Nach Angaben seines Verlags aus dem vergangenen Jahr hätte die Fatwa des Ayatollahs für Rushdie inzwischen aber längst keine Bedeutung mehr. Er sei nicht mehr eingeschränkt in seiner Bewegungsfreiheit und brauche auch keine Bodyguards mehr. Die Jahre des Versteckens gingen jedoch nicht spurlos an ihm vorüber. Er verarbeitete diese Zeit in der nach seinem Aliasnamen benannten Autobiografie "Joseph Anton" aus dem Jahr 2012.

Der in Indien geborene Rushdie war vor allem wegen angeblicher Blasphemie in seinem Buch "Die satanischen Verse" in der islamischen Welt in die Kritik geraten. 1988 wurde das Buch in vielen islamischen Ländern verboten. 1989 sprach das damalige geistliche und politische Oberhaupt des Irans, Ayatollah Ruhollah Khomeini, eine sogenannte Fatwa zur Tötung Rushdies aus. Von diesem Aufruf an alle Muslime war die iranische Führung später abgerückt.

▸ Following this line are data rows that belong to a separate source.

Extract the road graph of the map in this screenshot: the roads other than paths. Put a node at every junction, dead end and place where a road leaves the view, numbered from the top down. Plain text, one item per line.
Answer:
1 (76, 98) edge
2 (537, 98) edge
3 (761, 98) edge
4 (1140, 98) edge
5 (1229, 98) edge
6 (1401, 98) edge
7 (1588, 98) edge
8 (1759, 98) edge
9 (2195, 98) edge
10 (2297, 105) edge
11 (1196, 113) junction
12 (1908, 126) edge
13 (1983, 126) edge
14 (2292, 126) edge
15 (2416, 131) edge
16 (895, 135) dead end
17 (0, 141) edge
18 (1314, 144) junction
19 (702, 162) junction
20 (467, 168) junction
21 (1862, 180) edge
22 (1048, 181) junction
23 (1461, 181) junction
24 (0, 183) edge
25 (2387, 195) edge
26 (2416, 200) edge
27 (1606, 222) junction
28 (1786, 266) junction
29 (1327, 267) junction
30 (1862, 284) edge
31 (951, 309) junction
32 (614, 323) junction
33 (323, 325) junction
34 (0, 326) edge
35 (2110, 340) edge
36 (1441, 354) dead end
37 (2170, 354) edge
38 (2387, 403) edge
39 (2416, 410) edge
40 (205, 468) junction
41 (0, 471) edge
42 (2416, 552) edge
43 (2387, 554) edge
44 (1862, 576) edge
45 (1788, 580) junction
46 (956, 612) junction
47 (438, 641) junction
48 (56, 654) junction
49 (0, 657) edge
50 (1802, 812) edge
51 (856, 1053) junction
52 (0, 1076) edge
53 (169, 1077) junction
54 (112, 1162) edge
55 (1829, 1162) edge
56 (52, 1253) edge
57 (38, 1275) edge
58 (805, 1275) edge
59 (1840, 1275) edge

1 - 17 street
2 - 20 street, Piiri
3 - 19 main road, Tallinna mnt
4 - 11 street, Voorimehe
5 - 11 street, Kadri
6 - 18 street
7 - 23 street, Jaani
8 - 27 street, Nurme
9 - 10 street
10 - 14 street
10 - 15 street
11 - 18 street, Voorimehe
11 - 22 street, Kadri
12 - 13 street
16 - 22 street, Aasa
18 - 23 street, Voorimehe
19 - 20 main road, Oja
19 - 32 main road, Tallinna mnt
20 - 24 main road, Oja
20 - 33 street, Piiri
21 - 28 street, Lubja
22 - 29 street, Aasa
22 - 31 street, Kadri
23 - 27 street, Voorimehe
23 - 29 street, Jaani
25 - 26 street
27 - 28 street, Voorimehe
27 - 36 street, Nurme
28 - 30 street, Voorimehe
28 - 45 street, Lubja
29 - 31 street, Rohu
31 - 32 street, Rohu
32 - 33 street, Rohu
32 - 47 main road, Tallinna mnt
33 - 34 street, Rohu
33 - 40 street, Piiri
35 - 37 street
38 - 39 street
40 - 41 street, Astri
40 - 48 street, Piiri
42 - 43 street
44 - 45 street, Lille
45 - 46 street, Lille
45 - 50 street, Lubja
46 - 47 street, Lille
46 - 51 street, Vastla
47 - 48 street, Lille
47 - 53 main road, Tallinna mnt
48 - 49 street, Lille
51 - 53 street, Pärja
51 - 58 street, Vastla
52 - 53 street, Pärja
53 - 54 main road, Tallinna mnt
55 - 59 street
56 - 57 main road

Insgesamt veröffentlichte Rushdie mehr als zwei Dutzend Romane, Sachbücher und andere Schriften. Rushdies Stil wird als Magischer Realismus bezeichnet, in dem sich realistische mit fantastischen Ereignissen verweben. Dennoch sieht er sich unbedingt der Wahrheit verpflichtet. Diese sieht er zunehmend in Gefahr, was auch im Zentrum seiner jüngsten Veröffentlichung von Essays steht, die in Deutschland unter dem Titel "Sprachen der Wahrheit" herauskamen.

Der seit vielen Jahren in New York lebende Schriftsteller stemmt sich darin gegen Trumpisten und Corona-Leugner. "Die Wahrheit ist ein Kampf, das ist keine Frage. Und vielleicht noch nie so sehr wie jetzt", sagte er in einem Interview des US-Senders PBS im vergangenen Jahr.